The start time of a ready task t when scheduled to a processor p is defined as

$$T_s(t,p) = \max\{T_e(t,p), T_r(p)\}.$$

Note that for a scheduled task t, we have

$$T_s(t) = T_s(t, p_t(t))$$

A ready task *t* is said to be *EP* if  $T_m(t) \ge T_r(p_e(t))$  and *non-EP*, otherwise. Thus, an EP task starts the earliest on its enabling processor.

The scheduling problem objective is to schedule the tasks in  $\mathcal{V}$  on the processors in  $\mathcal{P}$  such that the parallel completion time (schedule length) is minimized. The parallel completion time is defined as

$$T_p = \max_{p \in \mathcal{P}} T_r(p).$$

Table 2 summarizes the notation used in this paper.

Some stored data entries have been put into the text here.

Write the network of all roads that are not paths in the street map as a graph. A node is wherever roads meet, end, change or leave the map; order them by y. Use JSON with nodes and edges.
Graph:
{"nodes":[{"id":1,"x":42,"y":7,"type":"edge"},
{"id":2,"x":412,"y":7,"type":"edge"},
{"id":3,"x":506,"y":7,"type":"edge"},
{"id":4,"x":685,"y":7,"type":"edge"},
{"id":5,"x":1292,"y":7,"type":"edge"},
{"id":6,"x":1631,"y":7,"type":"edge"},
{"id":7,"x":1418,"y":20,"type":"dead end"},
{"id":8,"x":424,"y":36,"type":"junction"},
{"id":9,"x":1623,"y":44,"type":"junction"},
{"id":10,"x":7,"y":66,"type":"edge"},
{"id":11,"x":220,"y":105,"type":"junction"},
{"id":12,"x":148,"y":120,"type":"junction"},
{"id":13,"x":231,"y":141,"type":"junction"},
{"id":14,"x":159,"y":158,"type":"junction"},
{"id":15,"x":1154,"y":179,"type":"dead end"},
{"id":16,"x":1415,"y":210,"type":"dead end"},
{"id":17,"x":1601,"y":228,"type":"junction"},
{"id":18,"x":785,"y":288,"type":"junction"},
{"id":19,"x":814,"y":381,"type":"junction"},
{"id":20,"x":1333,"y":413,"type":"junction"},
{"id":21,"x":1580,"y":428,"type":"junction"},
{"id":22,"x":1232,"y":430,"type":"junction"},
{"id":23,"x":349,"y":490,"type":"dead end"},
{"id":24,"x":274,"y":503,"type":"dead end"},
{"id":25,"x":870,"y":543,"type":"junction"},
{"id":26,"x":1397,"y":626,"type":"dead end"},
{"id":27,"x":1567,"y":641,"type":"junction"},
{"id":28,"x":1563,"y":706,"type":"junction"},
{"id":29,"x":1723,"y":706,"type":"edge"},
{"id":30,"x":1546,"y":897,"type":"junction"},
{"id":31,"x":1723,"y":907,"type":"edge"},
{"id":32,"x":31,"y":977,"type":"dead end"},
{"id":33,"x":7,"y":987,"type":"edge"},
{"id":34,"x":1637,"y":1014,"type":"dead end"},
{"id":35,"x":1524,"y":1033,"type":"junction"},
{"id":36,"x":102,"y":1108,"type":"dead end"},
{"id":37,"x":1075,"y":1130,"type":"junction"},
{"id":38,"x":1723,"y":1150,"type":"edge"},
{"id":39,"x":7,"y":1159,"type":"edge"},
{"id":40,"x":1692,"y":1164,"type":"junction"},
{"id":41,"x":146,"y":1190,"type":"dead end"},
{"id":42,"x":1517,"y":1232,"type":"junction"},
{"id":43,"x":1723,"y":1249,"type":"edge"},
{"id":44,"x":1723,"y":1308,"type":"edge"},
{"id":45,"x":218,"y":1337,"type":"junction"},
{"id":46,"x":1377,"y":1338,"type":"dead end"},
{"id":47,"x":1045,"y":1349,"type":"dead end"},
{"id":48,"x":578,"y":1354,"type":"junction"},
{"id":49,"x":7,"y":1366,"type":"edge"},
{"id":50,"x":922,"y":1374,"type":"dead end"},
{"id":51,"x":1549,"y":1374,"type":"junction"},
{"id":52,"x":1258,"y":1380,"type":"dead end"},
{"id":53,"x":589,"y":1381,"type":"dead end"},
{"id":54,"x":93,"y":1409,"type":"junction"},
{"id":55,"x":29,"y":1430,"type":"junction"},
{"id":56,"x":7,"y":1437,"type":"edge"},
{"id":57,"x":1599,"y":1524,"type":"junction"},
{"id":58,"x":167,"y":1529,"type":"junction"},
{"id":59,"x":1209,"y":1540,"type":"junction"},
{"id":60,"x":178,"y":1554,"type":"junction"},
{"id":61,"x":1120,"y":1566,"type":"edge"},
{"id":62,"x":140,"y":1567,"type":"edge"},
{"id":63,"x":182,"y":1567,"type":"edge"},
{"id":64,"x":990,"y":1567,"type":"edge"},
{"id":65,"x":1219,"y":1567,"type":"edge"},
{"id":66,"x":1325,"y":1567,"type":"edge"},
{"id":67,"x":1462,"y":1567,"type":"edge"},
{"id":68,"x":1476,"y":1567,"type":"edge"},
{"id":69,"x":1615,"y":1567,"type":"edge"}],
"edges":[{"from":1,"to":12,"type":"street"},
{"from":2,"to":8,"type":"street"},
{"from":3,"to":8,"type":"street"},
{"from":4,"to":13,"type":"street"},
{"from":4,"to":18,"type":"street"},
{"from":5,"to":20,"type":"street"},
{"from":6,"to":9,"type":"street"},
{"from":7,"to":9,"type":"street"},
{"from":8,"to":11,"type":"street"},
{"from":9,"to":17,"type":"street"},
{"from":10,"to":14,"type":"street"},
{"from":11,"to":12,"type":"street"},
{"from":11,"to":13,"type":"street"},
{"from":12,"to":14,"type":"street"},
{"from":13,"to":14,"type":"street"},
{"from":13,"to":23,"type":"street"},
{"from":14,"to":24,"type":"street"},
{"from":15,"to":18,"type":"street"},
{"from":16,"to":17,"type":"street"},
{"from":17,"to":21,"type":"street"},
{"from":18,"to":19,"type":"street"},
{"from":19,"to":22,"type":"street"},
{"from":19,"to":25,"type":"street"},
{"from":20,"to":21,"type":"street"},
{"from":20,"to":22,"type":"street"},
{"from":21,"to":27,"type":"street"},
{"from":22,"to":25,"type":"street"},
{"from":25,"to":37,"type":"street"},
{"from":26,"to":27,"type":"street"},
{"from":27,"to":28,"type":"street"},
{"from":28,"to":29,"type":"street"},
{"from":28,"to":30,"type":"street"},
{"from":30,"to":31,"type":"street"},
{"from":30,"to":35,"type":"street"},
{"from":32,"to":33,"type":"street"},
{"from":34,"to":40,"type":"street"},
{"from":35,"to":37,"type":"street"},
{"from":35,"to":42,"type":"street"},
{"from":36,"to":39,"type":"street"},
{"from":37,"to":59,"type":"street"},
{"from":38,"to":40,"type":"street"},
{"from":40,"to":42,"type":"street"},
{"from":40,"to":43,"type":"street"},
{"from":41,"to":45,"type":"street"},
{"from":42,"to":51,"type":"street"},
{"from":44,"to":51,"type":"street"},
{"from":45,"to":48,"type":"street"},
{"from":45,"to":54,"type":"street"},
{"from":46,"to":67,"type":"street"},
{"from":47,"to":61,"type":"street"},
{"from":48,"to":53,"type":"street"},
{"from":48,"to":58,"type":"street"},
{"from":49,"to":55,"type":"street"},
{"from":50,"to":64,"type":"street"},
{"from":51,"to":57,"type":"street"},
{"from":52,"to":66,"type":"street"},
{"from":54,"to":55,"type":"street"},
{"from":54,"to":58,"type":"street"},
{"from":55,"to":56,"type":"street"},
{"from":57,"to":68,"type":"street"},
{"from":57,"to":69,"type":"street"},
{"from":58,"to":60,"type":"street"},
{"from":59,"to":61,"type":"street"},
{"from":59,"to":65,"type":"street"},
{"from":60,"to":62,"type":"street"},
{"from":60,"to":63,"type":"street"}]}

# **3 GENERAL FRAMEWORK FOR LSSP**

Analyzing LSSP algorithms, such as MCP, one can distinguish three parts (these parts can also be identified in Fig. 1):

- Task's priority computation, which takes at least O(E + V) time, since the whole task graph must be traversed.
- *Task selection* implies sorting the ready tasks according to their priorities and selecting at each iteration the task with the highest priority. Consequently, task

selection takes  $O(V \log W)$  time, since the ready tasks have to be maintained sorted.

• *Processor selection* selects the "best" processor for the previously selected task, usually as the processor on which the task starts the earliest (e.g., MCP, DPS). Processor selection takes O((E + V)P) time, when to find the earliest start time of a task,  $T_s(t, p)$  must be computed for each processor.

One can note that the highest-complexity parts of the LSSP algorithms are the task and processor selection, which have  $O(V \log W)$  and O((E + V)P) time complexity, respectively. In the rest of the section, we describe a general framework to reduce the time complexity of both task and processor selection to  $O(V \log P)$  for any LSSP algorithm. Moreover, in Section 4, we extend this framework to a particular class of LSDP algorithms. In Section 5, we show that despite its much lower complexity, this framework produces results comparable to the higher-complexity scheduling algorithms.

# 3.1 Processor Selection

In this section, we prove that selecting the processor on which a task starts the earliest need not consider all processors but only two: 1) the enabling processor  $p_e(t)$  and 2) the processor becoming idle the earliest  $p_r$ .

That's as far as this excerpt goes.